- _INSTRUCTIONS FOR THE TASK_
Search the records below for the string "char" and report only the number of lines that contain it.

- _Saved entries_
>>>>>

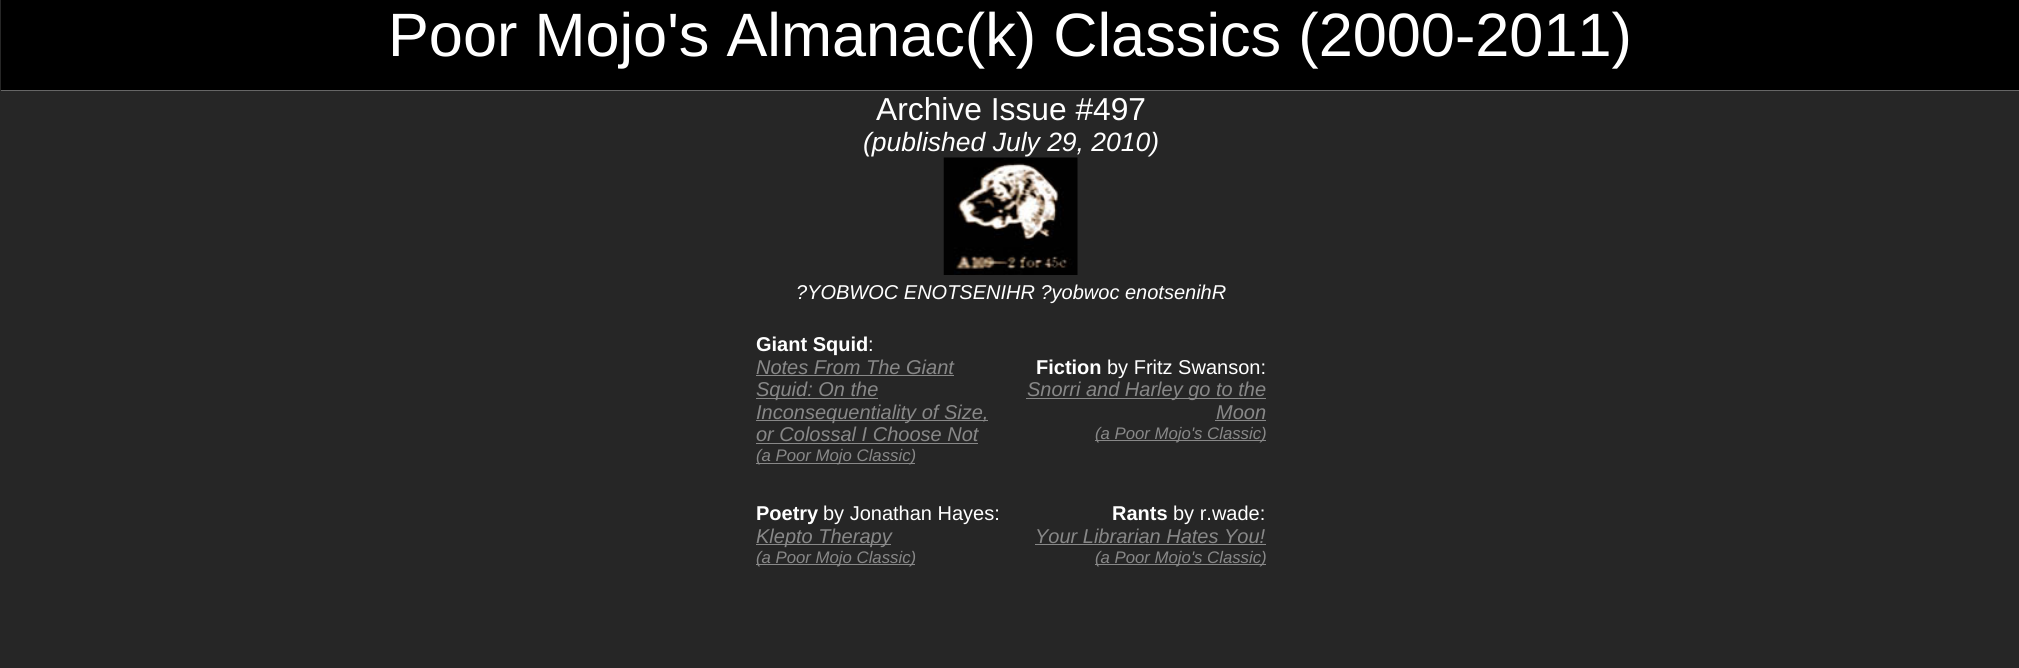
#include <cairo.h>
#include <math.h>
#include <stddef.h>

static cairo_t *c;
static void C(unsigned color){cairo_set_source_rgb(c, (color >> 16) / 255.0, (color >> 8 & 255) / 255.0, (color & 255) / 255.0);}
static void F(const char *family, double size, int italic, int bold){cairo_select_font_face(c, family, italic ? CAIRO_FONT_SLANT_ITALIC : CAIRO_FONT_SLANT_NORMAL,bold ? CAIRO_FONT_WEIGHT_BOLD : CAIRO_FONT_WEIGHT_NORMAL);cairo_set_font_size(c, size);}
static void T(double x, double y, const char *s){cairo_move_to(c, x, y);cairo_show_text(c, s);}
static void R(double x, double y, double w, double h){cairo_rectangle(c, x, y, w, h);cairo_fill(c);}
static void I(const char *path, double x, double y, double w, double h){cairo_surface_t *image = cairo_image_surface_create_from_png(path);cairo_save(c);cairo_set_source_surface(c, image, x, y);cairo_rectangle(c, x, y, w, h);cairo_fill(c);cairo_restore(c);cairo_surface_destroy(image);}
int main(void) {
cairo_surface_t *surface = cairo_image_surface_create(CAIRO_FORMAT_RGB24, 2019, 668);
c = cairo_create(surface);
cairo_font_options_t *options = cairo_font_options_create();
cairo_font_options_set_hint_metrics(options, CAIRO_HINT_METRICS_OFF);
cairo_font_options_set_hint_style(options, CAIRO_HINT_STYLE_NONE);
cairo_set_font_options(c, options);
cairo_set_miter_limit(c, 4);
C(0x262626);
cairo_paint(c);
C(0x000000);
R(1,0,2018,90);
C(0x666666);
R(1,90,2018,1);
F("Liberation Sans",61.25,0,0);
C(0xffffff);
T(388,56,"Poor Mojo's Almanac(k) Classics (2000-2011)");
F("Liberation Sans",31.75,0,0);
T(876,120,"Archive Issue #497");
F("Liberation Sans",26.5,1,0);
T(863,151,"(published July 29, 2010)");
I("1.png",943,157,135,118);
F("Liberation Sans",20,1,0);
T(796,299,"?YOBWOC ENOTSENIHR ?yobwoc enotsenihR");
F("Liberation Sans",20,0,1);
T(756,351,"Giant Squid");
F("Liberation Sans",20,0,0);
T(868,351,":");
F("Liberation Sans",20,1,0);
C(0x888888);
T(756,374,"Notes From The Giant");
R(756,375,198,1);
R(756,398,122,1);
T(756,396,"Squid: On the");
R(756,420,232,1);
T(756,419,"Inconsequentiality of Size,");
T(756,441,"or Colossal I Choose Not");
R(756,443,222,1);
R(756,463,159,1);
F("Liberation Sans",16.75,1,0);
T(756,461,"(a Poor Mojo Classic)");
F("Liberation Sans",20,0,1);
C(0xffffff);
T(1036,374,"Fiction");
F("Liberation Sans",20,0,0);
T(1107,374,"by Fritz Swanson:");
C(0x888888);
R(1026,398,240,1);
F("Liberation Sans",20,1,0);
T(1027,396,"Snorri and Harley go to the");
T(1216,419,"Moon");
R(1215,420,51,1);
R(1095,440,171,1);
F("Liberation Sans",16.75,1,0);
T(1095,439,"(a Poor Mojo's Classic)");
F("Liberation Sans",20,0,1);
C(0xffffff);
T(756,520,"Poetry");
F("Liberation Sans",20,0,0);
T(823,520,"by Jonathan Hayes:");
C(0x888888);
R(756,544,135,1);
F("Liberation Sans",20,1,0);
T(756,543,"Klepto Therapy");
R(756,564,159,1);
F("Liberation Sans",16.75,1,0);
T(756,563,"(a Poor Mojo Classic)");
F("Liberation Sans",20,0,1);
C(0xffffff);
T(1112,520,"Rants");
F("Liberation Sans",20,0,0);
T(1173,520,"by r.wade:");
F("Liberation Sans",20,1,0);
C(0x888888);
T(1035,543,"Your Librarian Hates You!");
R(1035,544,231,1);
R(1095,564,171,1);
F("Liberation Sans",16.75,1,0);
T(1095,563,"(a Poor Mojo's Classic)");
cairo_surface_write_to_png(surface, "o.png");
cairo_font_options_destroy(options);
cairo_destroy(c);
cairo_surface_destroy(surface);
return 0;
}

<<<<<

- _OUTPUT FOR THIS EXERCISE_
3